Ilio Bosi (4 October 1903 - 5 December 1995) was an Italian communist politician and trade unionist.

Born in Ferrara, Bosi joined the Italian Socialist Party in 1920 and was then a founder member of the Italian Communist Party (PCI). In 1924, he joined the central committee of the Italian Communist Youth Federation, and began undertaking underground work in southern Italy for the party. In 1926, he was appointed as the party's secretary for Sicily and Calabria, but he was arrested soon afterwards, and sentenced to ten years in prison.

Bosi was released in the early 1930s, but was re-arrested in 1934, and sentenced to 16 years in prison, being released only after the fall of the fascist government. He then became prominent in the resistance movement in the Comacchio Valleys, then moved to Milan, where he joined the command of the Garibaldi Brigades, and was then appointed to the triumvirate leading the resistance in Liguria.

Following the end of World War II, Bosi moved to Rome, to join the PCI's National Directorate, then became the leader of its organisation in Ferrara. In the 1946 Italian general election, he was elected to represent Bologna in the Italian Constituent Assembly, and he then served in the Italian Senate.

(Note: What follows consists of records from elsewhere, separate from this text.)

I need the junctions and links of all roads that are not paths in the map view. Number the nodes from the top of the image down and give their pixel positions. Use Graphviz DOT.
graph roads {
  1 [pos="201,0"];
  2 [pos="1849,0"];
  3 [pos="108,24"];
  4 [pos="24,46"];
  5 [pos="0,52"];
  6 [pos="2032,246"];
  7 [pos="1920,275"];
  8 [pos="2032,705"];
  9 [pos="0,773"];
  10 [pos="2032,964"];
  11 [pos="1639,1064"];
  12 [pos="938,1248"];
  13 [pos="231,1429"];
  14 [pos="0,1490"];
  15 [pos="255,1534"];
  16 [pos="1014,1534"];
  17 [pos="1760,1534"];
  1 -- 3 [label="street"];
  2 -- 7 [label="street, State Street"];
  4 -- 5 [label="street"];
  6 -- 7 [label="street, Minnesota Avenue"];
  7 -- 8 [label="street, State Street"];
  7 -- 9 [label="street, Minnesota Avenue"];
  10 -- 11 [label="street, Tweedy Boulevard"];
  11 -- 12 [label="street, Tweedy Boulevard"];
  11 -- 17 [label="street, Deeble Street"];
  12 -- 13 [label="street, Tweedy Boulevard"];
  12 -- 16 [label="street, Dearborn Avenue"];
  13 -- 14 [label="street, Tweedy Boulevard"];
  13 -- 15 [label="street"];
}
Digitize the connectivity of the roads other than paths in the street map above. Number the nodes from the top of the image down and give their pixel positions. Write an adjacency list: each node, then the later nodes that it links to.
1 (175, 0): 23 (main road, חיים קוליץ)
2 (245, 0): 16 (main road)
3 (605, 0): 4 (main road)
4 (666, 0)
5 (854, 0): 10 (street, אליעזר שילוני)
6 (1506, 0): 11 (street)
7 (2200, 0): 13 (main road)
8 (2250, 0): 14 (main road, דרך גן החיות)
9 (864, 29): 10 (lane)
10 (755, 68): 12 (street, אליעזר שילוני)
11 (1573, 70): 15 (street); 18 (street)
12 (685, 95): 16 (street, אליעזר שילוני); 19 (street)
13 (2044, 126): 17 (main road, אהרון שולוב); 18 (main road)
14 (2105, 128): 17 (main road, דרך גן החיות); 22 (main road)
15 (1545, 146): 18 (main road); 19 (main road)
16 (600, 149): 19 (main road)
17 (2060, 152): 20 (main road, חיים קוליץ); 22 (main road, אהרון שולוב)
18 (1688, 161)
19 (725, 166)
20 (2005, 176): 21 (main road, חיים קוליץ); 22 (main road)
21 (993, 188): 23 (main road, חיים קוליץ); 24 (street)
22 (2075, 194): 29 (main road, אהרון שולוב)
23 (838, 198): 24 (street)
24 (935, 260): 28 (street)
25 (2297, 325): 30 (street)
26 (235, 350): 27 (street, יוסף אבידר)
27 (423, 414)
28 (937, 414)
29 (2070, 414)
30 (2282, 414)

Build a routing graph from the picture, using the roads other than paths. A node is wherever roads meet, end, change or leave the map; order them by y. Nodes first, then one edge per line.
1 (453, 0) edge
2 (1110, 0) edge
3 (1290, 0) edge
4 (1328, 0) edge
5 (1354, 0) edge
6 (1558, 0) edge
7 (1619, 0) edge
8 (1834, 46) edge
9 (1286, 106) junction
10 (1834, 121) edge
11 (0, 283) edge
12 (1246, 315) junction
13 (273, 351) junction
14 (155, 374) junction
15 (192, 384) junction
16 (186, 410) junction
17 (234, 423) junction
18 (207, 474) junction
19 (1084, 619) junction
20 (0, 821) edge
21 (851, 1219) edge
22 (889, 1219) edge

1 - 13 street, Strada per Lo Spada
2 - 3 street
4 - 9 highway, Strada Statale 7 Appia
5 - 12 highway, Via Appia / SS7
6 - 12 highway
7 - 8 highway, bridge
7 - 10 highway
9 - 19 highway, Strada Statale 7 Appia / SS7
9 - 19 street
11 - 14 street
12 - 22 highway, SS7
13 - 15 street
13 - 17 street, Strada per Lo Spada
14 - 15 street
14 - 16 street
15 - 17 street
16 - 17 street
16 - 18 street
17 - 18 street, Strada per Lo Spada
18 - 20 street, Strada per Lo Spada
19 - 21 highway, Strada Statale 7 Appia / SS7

In 1946, Bosi also became the general secretary of the National Federation of Agricultural Workers (Confederterra), a large organisation which represented agricultural workers, and from 1947 also served on the executive of the Italian General Confederation of Labour. Confederterra later became an umbrella organisation for several trade unions, with Bosi continuing as its overall leader. In 1949, he became the founding president of the Trade Union International of Agricultural, Forestry and Plantation Workers.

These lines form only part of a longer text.